-
نکتهها میگفت او آمیخته ** در جلاب قند زهری ریخته
- O, garezle karışık lâtif sözler söylemekte, gül sulu şeker şerbetinin içine zehir dökmekteydi.
-
ظاهرش میگفت در ره چیست شو ** وز اثر میگفت جان را سست شو
- Sözünün dış yüzü, yolda çevik ol, diyordu.
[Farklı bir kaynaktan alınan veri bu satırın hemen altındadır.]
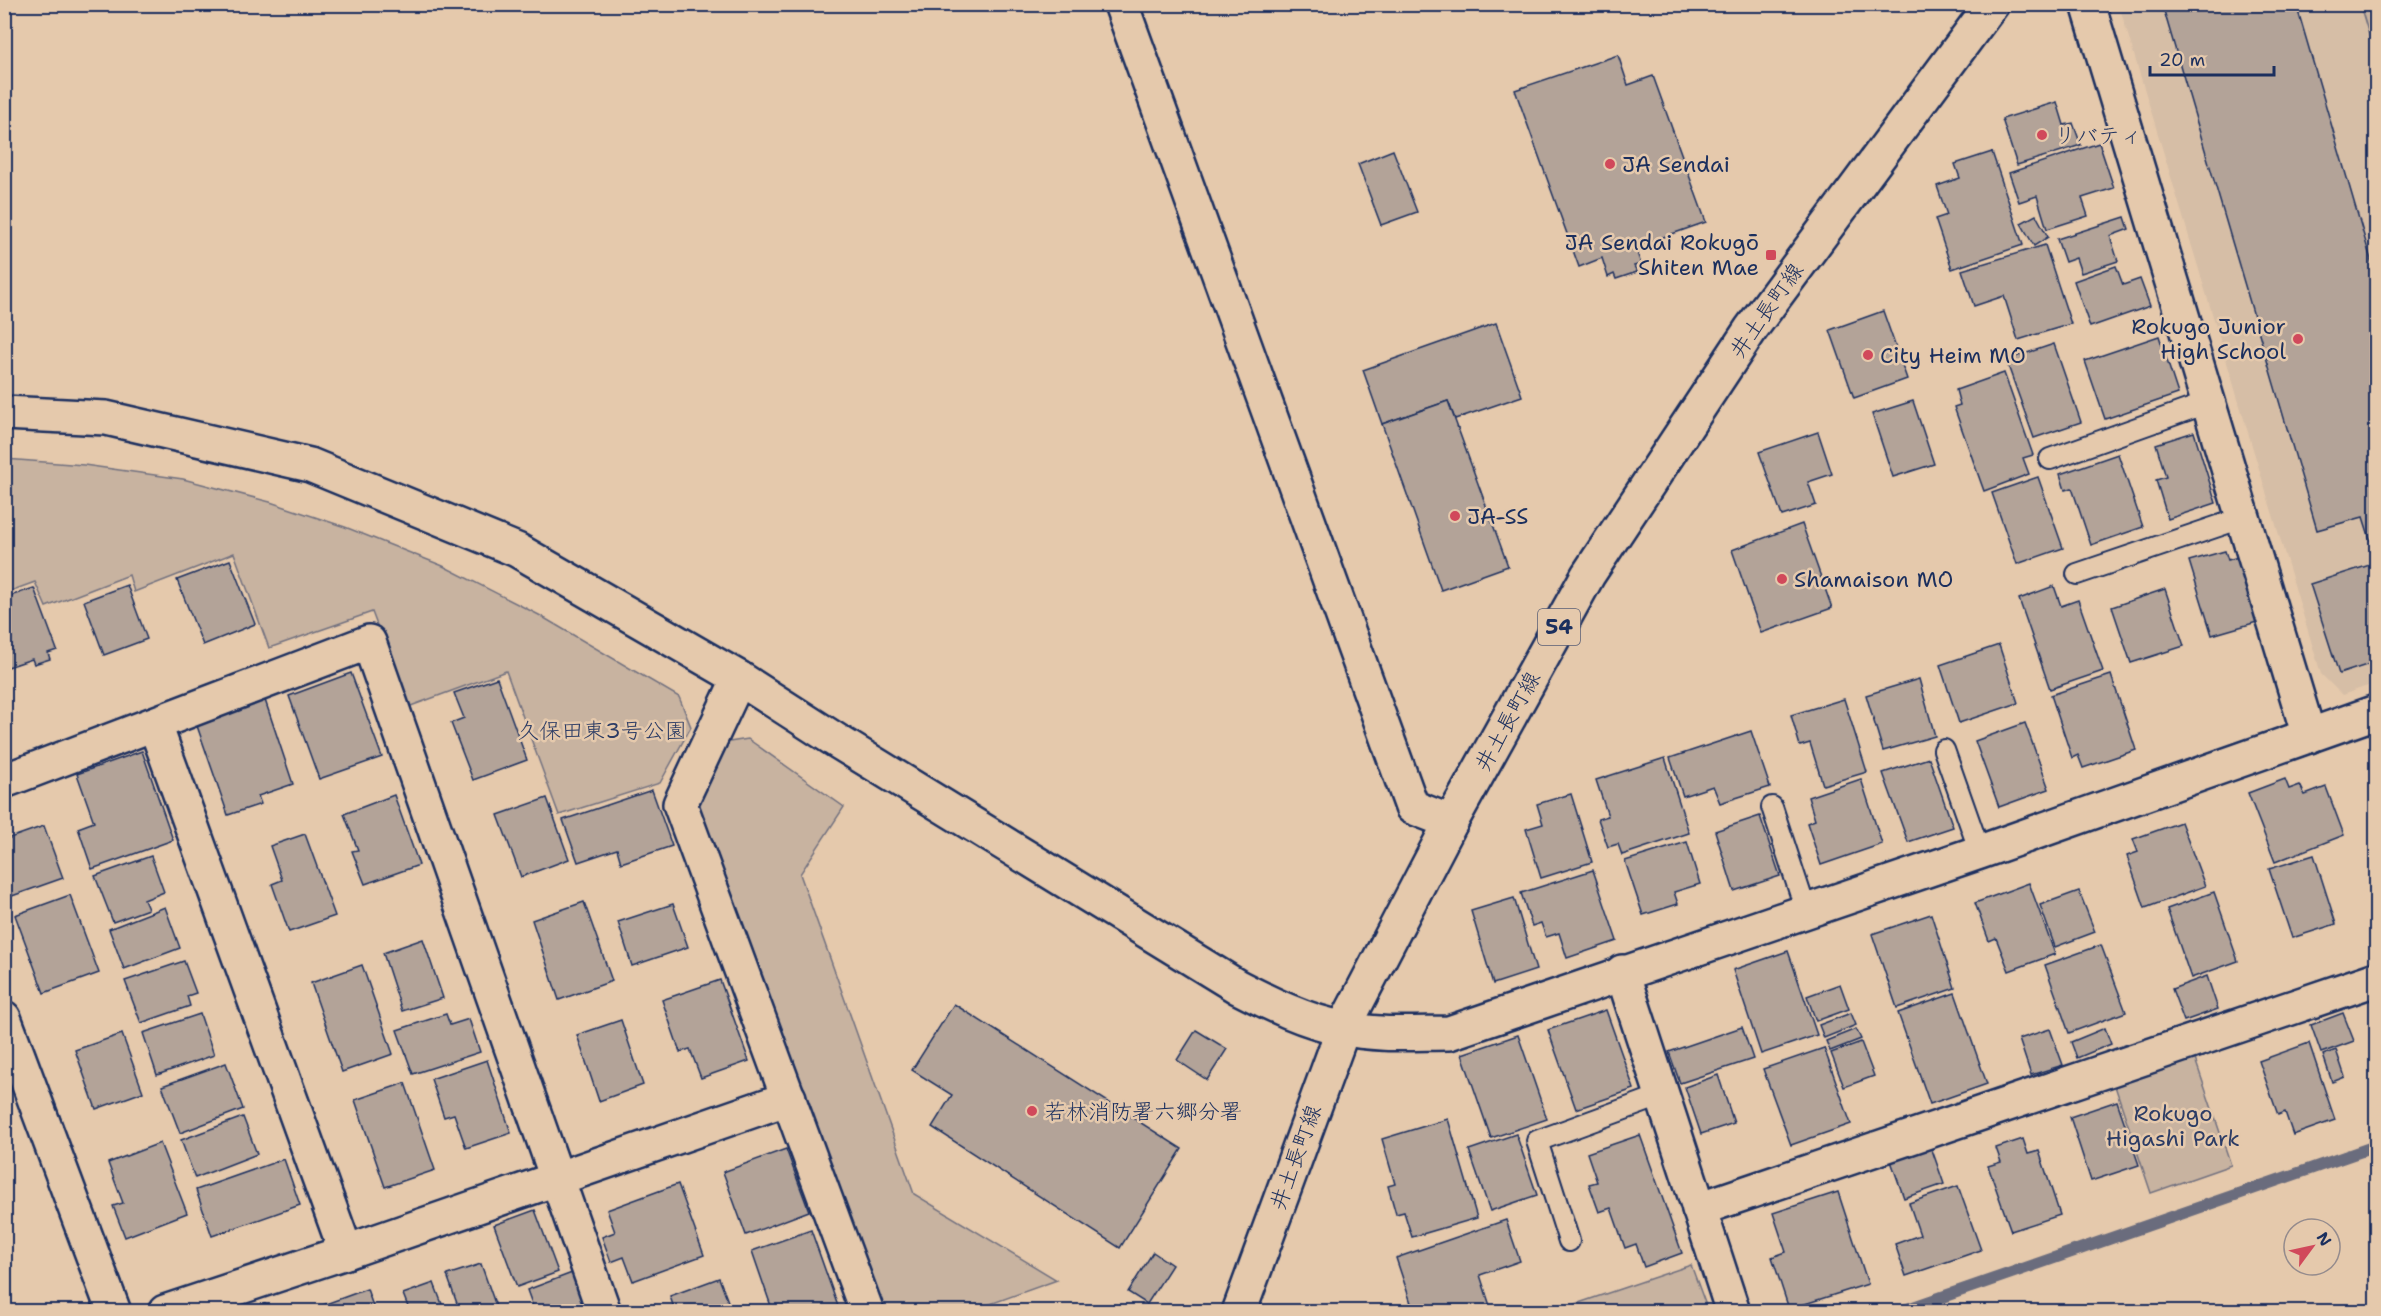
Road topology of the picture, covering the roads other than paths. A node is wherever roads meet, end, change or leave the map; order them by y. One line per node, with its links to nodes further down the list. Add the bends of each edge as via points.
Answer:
1 (1121, 4): 16 (street, via 1412,807)
2 (1992, 4): 16 (street, 井土長町線 / 54, via 1757,321 1588,575)
3 (2088, 4): 4 (street)
4 (2207, 403): 6 (lane); 7 (street)
5 (4, 413): 9 (street, via 105,418 310,465 517,550)
6 (2050, 459)
7 (2242, 518): 8 (lane); 12 (street)
8 (2077, 574)
9 (739, 678): 22 (street, via 1238,987 1283,1010); 24 (street, via 680,804)
10 (2376, 712): 12 (street)
11 (155, 725): 14 (street); 25 (street, via 369,642); 28 (street)
12 (2309, 736): 17 (street)
13 (1944, 750): 17 (lane)
14 (4, 781)
15 (1772, 807): 18 (lane)
16 (1451, 822): 22 (street, 井土長町線 / 54)
17 (1980, 852): 18 (street)
18 (1806, 911): 19 (street)
19 (1622, 972): 22 (street, via 1449,1032); 23 (street)
20 (2376, 979): 26 (street)
21 (4, 1018): 29 (street)
22 (1343, 1029): 33 (street, 井土長町線 / 54)
23 (1663, 1095): 26 (street); 27 (lane, via 1537,1142)
24 (789, 1098): 25 (street); 32 (street)
25 (556, 1179): 28 (street); 31 (street)
26 (1698, 1209): 34 (street)
27 (1569, 1241)
28 (346, 1252): 30 (street)
29 (114, 1311)
30 (165, 1311)
31 (604, 1311)
32 (867, 1311)
33 (1239, 1311)
34 (1733, 1311)

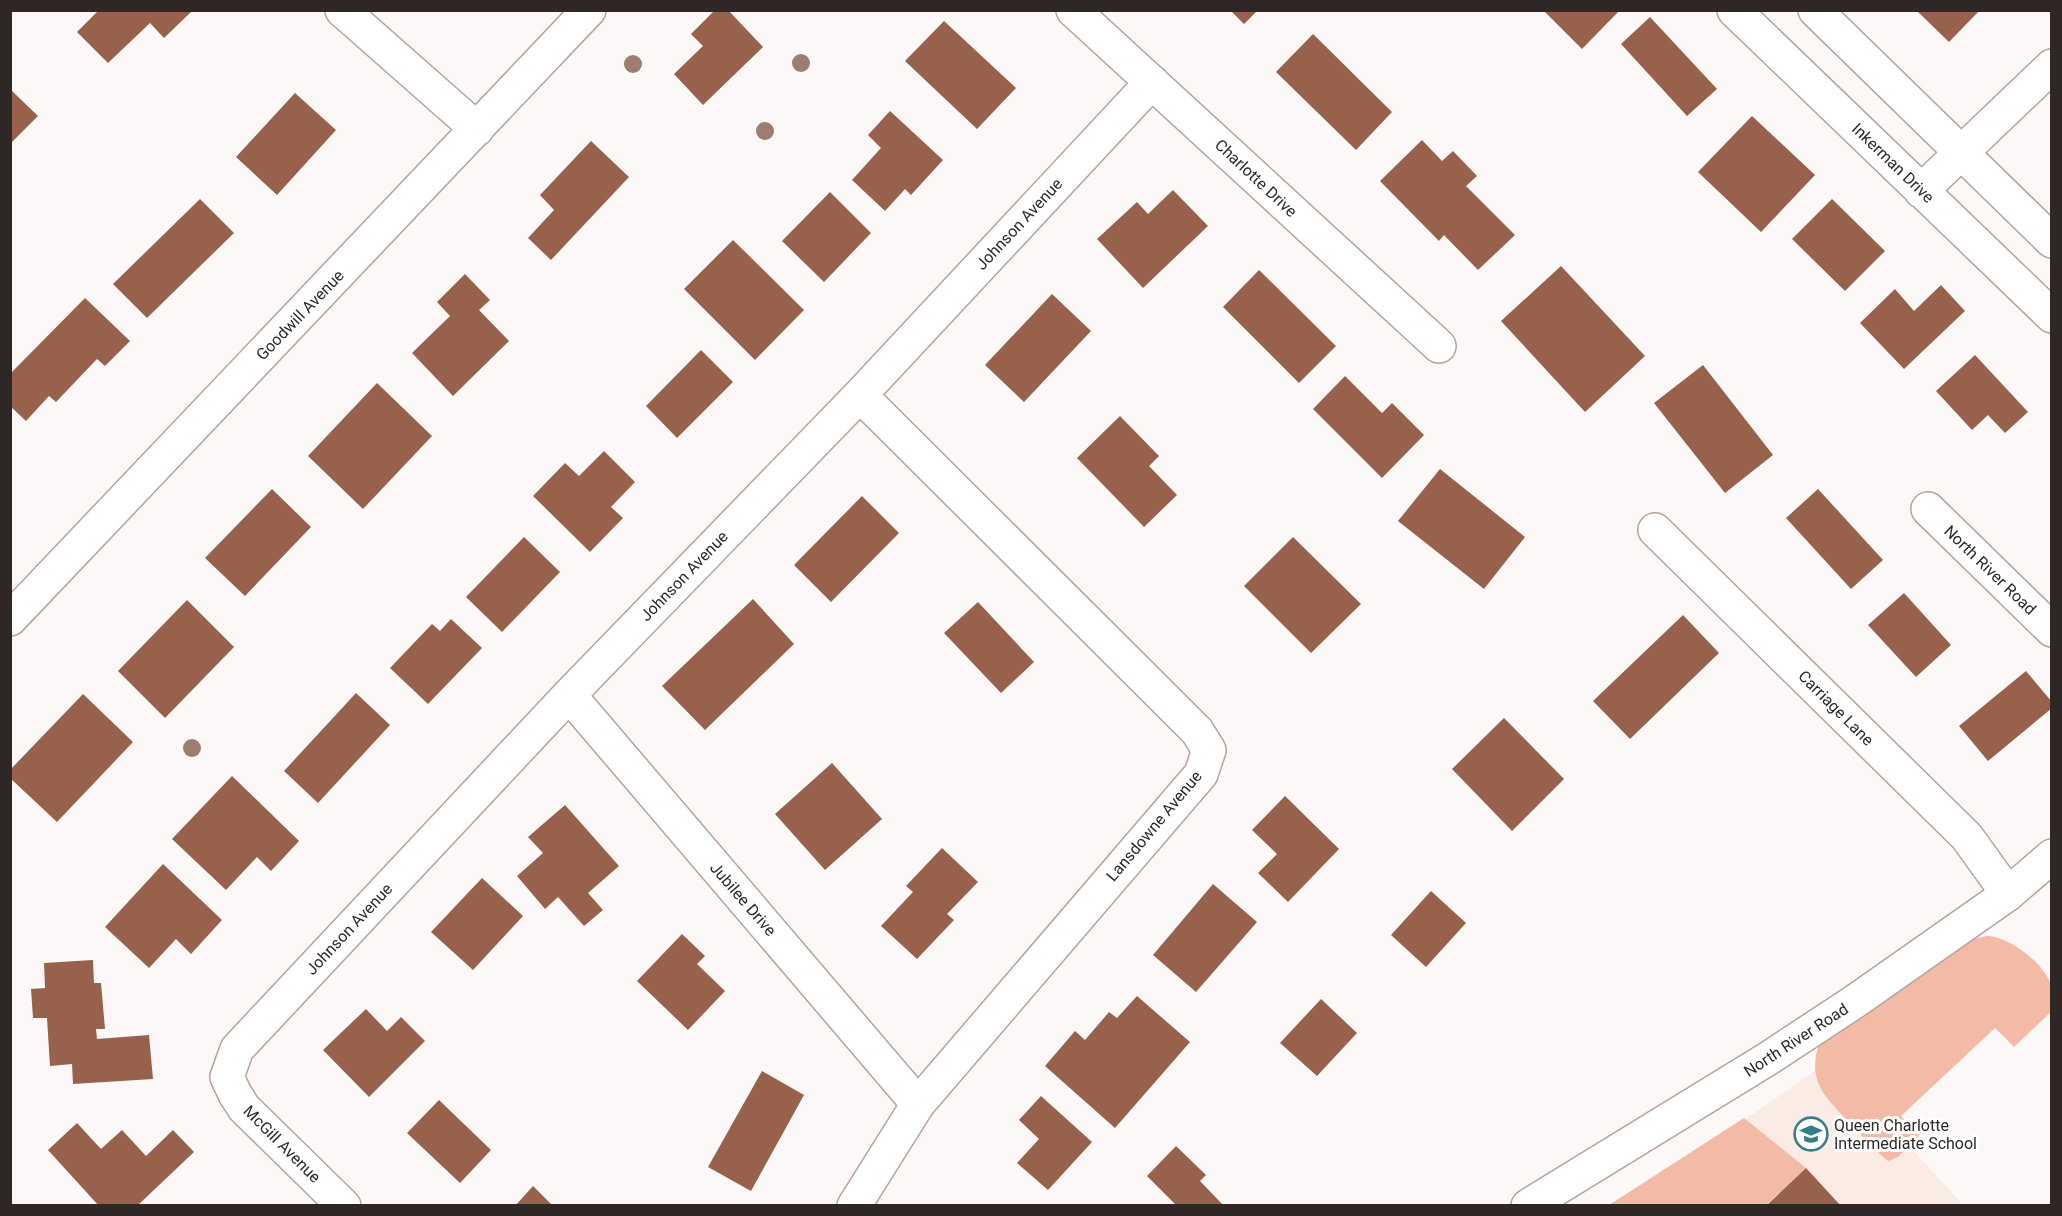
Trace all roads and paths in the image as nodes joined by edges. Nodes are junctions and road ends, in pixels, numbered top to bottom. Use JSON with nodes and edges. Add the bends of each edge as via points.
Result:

Ardından da cana, gevşek ol demekteydi.
-
ظاهر نقره گر اسپید است و نو ** دست و جامه می سیه گردد ازو
- Gümüşün dışı ak ve berraksa da el ve elbise ondan katran gibi bir hale hale gelir.
-
آتش ار چه سرخ روی است از شرر ** تو ز فعل او سیه کاری نگر 450
- Ateş, kıvılcımlarıyla kızıl çehreli görünürse de onun yaptığı işin sonundaki karanlığa bak!
-
برق اگر نوری نماید در نظر ** لیک هست از خاصیت دزد بصر
- Yıldırım, bakışta saf bir nurdan ibaret görünür; (fakat) göz nurunu çalmak (gözü kamaştırmak) onun hassasıdır.
-
هر که جز آگاه و صاحب ذوق بود ** گفت او در گردن او طوق بود
- Vezirin sözleri, uyanık ve zevk sahibi olanlardan başkaları için bir boyun halkasıydı (onun sözlerini kabul etmişler, ona uymuşlardı).
-
مدت شش سال در هجران شاه ** شد وزیر اتباع عیسی را پناه
- Vezir, padişahtan altı ay ayrı kaldı, bu müddet zarfında İsa’ya uyanlara penah oldu.
-
دین و دل را کل بدو بسپرد خلق ** پیش امر و حکم او میمرد خلق
- Halk, umumiyetle dinini de, gönlünü de ona ısmarladı. Onun emir ve hükmü önünde herkes, can feda ediyordu.
-
پیغام شاه پنهان با وزیر
- Padişahın vezire gizlice haber göndermesi
-
در میان شاه و او پیغامها ** شاه را پنهان بدو آرامها 455
- Padişahla onun arasında haber gidip geliyordu. Padişah, ona gizlice vahitlerde bulunuyordu.
-
پیش او بنوشت شه کای مقبلم ** وقت آمد زود فارغ کن دلم
- Padişah “Ey devletli vezirim, vakit geldi, kalbini gamdan tez kurtar” diye mektup yazdı.